Yulián Gómez

Personal information
- Full name: Yulián Andrés Gómez Mosquera
- Date of birth: 4 August 1997 (age 28)
- Place of birth: El Ortigal, Colombia
- Height: 1.70 m (5 ft 7 in)
- Position: Left-back

Team information
- Current team: Internacional de Bogotá
- Number: 16

Youth career
- 2014–2017: Independiente Medellín

Senior career*
- Years: Team / Apps / (Gls)
- 2017–2023: Independiente Medellín / 100 / (2)
- 2018: → Real Cartagena (loan) / 35 / (3)
- 2019: → Unión Magdalena (loan) / 37 / (1)
- 2024–2025: Deportivo Cali / 44 / (1)
- 2025: La Equidad / 20 / (0)
- 2026–: Internacional de Bogotá / 0 / (0)

= Yulián Gómez =

Colombian footballer (born 1997)

Yulián Andrés Gómez Mosquera (born 4 August 1997) is a Colombian footballer who plays as a left-back for Categoría Primera A side Internacional de Bogotá.

==Club career==
===Independiente Medellín===
Gómez joined Independiente Medellín at the age of 16, after being scouted by Tucho Ortiz when he was playing in his hometown, Ortigal. The same coach, Tucho Ortiz, gave Gómez his professional debut for Independiente Medellín in the Categoría Primera B on 9 July 2017 against Millonarios. 19-year old Gómez was in the line up but was replaced in the 81st minute.

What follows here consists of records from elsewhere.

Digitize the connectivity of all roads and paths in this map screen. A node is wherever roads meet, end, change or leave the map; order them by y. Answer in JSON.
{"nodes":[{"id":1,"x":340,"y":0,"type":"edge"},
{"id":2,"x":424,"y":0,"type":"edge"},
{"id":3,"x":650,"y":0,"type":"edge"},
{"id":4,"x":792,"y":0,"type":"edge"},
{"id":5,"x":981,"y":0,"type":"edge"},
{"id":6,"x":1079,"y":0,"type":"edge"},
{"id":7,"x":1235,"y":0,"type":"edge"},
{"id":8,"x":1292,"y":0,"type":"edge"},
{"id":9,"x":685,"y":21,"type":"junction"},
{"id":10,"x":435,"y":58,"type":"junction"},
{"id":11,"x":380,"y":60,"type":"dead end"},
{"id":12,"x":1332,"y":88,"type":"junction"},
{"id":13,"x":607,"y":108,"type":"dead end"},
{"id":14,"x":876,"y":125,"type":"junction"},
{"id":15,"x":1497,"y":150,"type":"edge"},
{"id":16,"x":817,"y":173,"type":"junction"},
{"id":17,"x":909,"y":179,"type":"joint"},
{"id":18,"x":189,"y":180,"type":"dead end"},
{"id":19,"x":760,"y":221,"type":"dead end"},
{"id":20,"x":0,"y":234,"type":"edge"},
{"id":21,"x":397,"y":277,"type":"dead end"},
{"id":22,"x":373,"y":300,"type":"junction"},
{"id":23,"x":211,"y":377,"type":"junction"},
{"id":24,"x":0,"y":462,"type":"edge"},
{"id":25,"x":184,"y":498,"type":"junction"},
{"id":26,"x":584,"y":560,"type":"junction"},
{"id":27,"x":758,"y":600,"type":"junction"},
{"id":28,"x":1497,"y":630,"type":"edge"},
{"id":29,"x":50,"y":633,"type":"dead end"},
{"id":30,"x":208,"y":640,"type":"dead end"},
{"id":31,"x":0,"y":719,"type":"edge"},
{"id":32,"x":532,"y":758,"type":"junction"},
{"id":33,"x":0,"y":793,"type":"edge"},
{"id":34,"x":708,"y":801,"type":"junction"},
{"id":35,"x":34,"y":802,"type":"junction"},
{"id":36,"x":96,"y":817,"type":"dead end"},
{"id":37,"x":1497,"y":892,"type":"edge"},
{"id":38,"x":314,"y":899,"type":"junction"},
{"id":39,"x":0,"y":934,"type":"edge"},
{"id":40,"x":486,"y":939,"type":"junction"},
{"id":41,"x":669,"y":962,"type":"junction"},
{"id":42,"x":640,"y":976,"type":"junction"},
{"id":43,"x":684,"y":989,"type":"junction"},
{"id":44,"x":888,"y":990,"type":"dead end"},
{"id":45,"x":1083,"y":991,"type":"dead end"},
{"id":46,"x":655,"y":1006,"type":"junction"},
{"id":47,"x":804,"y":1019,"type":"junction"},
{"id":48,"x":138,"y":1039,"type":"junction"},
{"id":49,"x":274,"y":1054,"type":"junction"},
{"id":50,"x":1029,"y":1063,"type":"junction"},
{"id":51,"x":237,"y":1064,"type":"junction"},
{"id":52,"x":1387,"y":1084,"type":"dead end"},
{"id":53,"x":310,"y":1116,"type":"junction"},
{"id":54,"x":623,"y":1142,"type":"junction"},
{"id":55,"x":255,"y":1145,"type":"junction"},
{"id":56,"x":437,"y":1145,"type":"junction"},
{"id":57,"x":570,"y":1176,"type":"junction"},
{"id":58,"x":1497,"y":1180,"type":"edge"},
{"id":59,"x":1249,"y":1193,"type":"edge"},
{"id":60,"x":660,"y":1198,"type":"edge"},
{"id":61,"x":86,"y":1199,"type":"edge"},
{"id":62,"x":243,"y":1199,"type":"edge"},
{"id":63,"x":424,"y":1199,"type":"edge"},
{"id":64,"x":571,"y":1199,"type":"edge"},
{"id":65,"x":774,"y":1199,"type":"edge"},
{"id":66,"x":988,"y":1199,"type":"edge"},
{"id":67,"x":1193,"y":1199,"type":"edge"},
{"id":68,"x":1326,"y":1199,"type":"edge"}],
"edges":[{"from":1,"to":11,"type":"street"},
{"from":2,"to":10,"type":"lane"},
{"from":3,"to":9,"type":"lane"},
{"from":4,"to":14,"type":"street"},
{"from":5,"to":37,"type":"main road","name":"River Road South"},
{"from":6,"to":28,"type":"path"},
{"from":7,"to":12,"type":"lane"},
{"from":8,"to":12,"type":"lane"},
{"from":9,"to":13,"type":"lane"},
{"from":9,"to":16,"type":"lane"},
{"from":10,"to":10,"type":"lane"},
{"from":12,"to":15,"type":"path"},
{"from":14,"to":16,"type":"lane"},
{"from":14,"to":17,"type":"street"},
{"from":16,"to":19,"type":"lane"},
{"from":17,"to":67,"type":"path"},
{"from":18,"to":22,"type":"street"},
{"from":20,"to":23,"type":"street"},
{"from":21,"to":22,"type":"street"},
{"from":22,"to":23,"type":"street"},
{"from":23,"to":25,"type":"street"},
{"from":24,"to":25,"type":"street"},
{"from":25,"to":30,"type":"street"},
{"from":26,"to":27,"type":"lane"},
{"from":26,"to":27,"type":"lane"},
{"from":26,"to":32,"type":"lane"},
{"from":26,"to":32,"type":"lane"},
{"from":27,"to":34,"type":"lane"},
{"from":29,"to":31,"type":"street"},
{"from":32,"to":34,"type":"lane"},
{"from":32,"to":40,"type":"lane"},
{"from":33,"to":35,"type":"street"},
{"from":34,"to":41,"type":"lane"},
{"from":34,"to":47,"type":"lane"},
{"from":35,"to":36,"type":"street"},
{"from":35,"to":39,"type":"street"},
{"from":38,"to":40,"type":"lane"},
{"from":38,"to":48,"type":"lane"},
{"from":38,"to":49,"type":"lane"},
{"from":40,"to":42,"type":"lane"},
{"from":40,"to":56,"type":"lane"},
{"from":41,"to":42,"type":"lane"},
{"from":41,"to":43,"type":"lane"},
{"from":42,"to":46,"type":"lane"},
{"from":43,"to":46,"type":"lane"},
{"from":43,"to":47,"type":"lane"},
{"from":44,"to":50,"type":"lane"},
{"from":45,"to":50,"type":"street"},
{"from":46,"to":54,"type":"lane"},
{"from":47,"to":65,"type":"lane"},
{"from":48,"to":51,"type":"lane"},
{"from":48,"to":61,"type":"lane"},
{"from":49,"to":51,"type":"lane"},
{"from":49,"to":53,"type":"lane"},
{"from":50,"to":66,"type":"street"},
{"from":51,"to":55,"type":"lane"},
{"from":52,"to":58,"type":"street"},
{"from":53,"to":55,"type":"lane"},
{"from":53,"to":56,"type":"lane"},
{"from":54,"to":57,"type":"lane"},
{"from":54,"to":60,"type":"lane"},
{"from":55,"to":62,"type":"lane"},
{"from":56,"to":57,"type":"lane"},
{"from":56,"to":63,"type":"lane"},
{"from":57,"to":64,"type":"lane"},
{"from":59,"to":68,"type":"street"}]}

In the 2018 season, Gómez was on loan at Real Cartagena where he played 35 games and scored three goals in the Categoría Primera B and later on loan for Unión Magdalena in the 2019, where he played 37 games in the Categoría Primera A.

On 8 March 2020, Gómez got injured against Millonarios. Gómez broke his ankle and underwent his surgical procedure, where he was treated for a fibula fracture and an injury to the medial ligament. He was set to be out for five months.

===Deportivo Cali===
Ahead of the 2024 season, Gómez joined Deportivo Cali. The deal was already confirmed at the end of November 2023.

===La Equidad===
At the end of June 2025, Gómez joined La Equidad. In December 2025, the club was dissolved and replaced by a new entity, Internacional de Bogotá, following a takeover by new ownership.